Copy all records exactly, excluding images.

=== Begin Enclosure ===

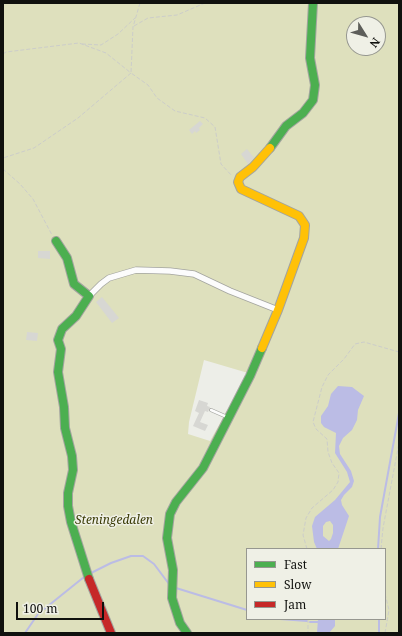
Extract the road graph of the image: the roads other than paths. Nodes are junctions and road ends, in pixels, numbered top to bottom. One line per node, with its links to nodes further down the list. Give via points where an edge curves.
1 (313, 3): 4 (street, via 310,58 315,85 313,100 303,113 286,126 263,157 240,176 238,182 241,189 299,216 305,225 304,238)
2 (56, 241): 3 (street, via 67,258 74,284)
3 (89, 296): 4 (street, via 109,278 136,270 170,271 194,274); 7 (street, via 76,316 62,329 58,340 61,349 58,372 65,428 72,456 73,470 68,493 71,522 85,570)
4 (278, 310): 6 (street)
5 (211, 410): 6 (lane)
6 (229, 418): 8 (street, via 203,468 176,502 170,514 167,538 173,570 172,598 180,623)
7 (111, 633)
8 (187, 633)

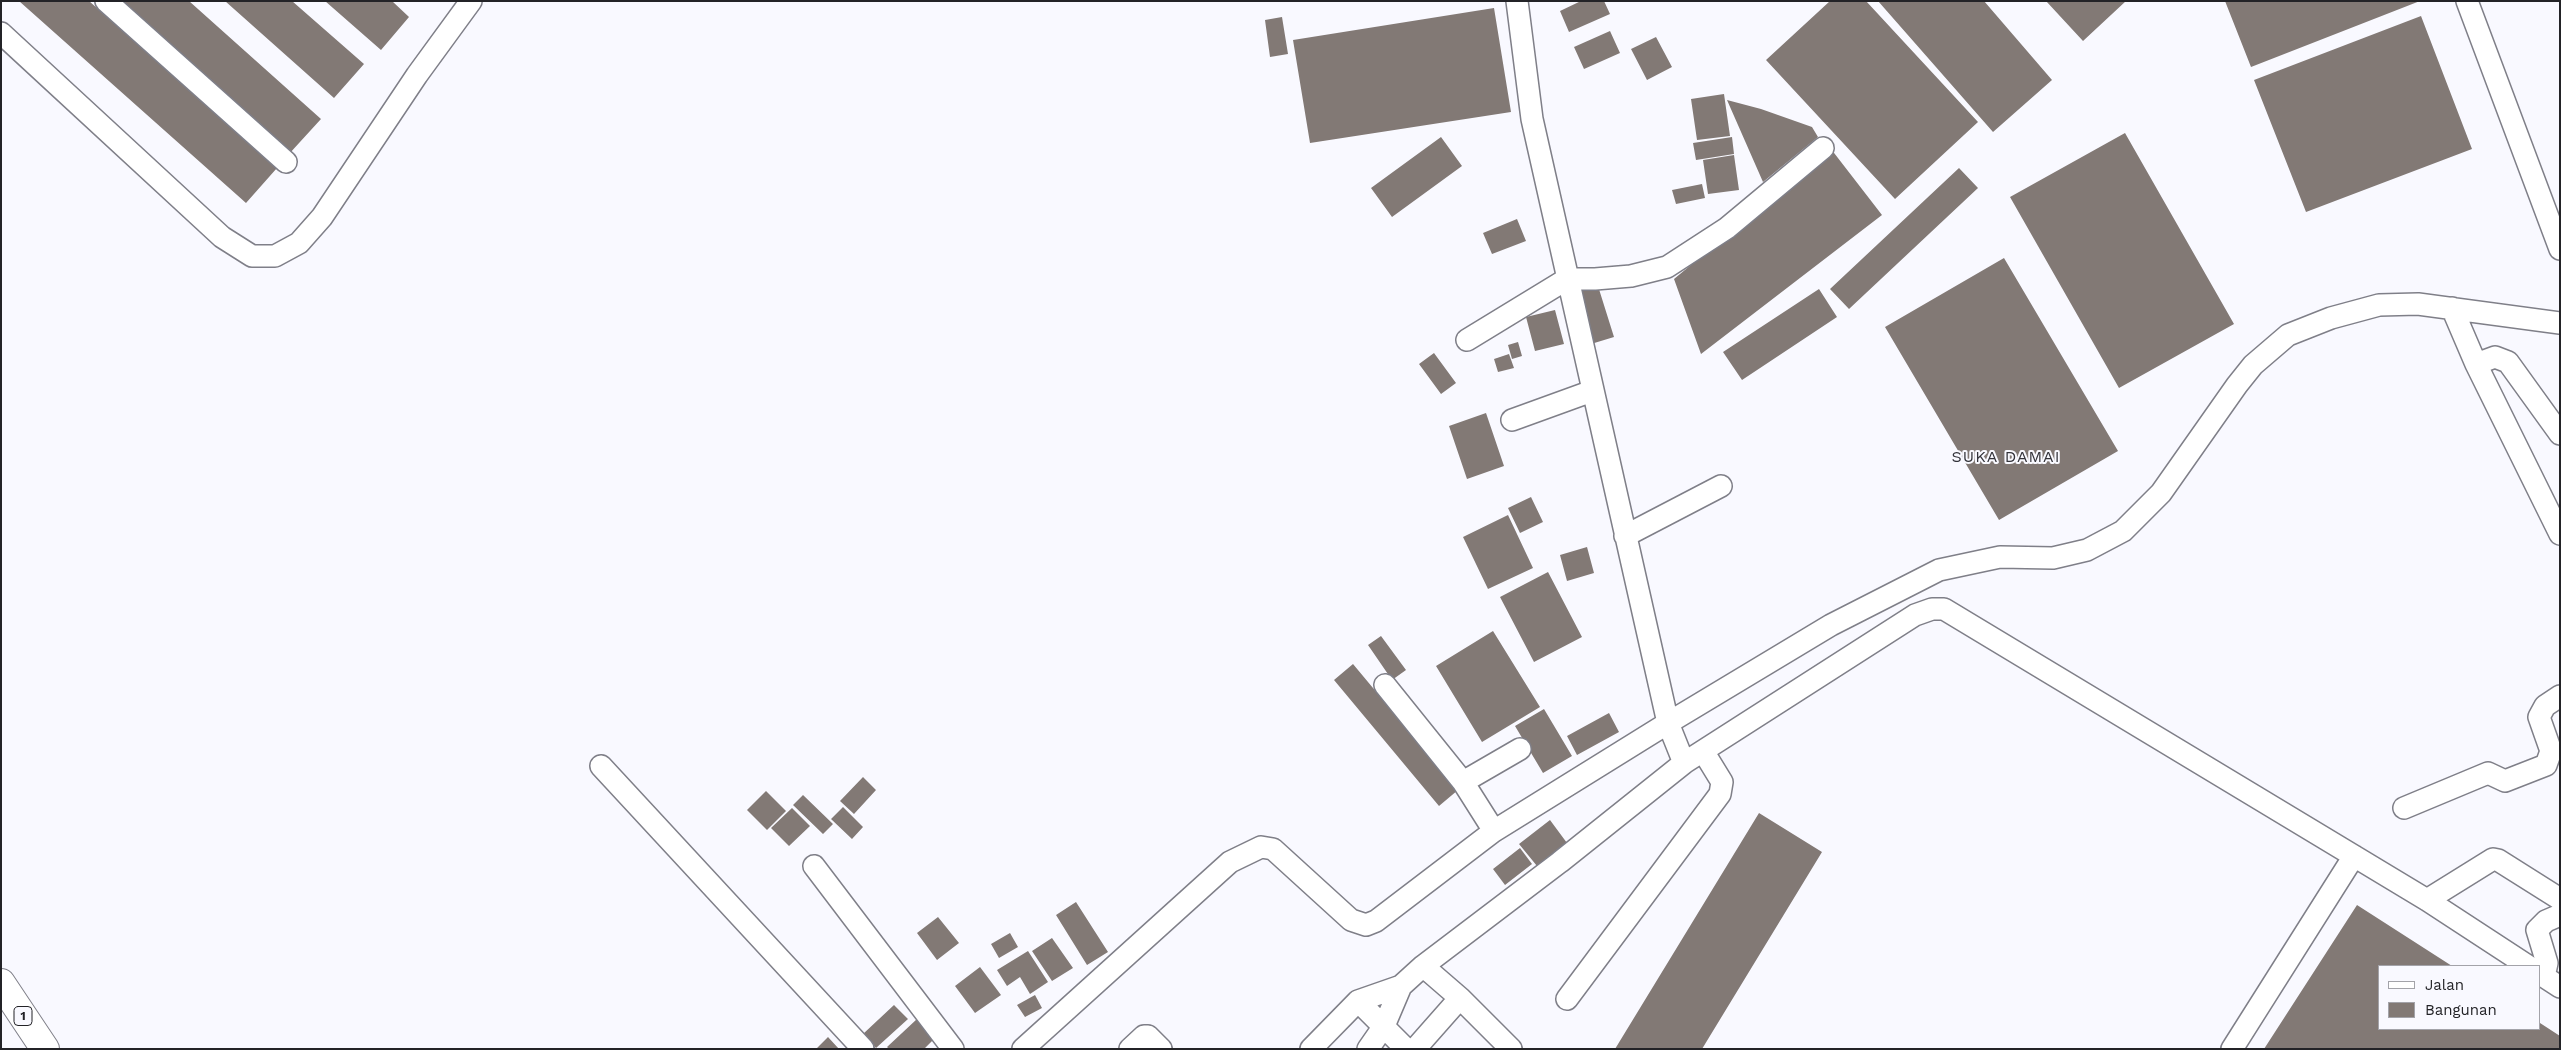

=== End Enclosure ===

• **Response to this exercise**
Extract the road graph of the image: the roads other than paths. Nodes are junctions and road ends, in pixels, numbered top to bottom. One line per node, with its links to nodes further down the list. Give via points where an edge curves.
1 (313, 3): 4 (street, via 310,58 315,85 313,100 303,113 286,126 263,157 240,176 238,182 241,189 299,216 305,225 304,238)
2 (56, 241): 3 (street, via 67,258 74,284)
3 (89, 296): 4 (street, via 109,278 136,270 170,271 194,274); 7 (street, via 76,316 62,329 58,340 61,349 58,372 65,428 72,456 73,470 68,493 71,522 85,570)
4 (278, 310): 6 (street)
5 (211, 410): 6 (lane)
6 (229, 418): 8 (street, via 203,468 176,502 170,514 167,538 173,570 172,598 180,623)
7 (111, 633)
8 (187, 633)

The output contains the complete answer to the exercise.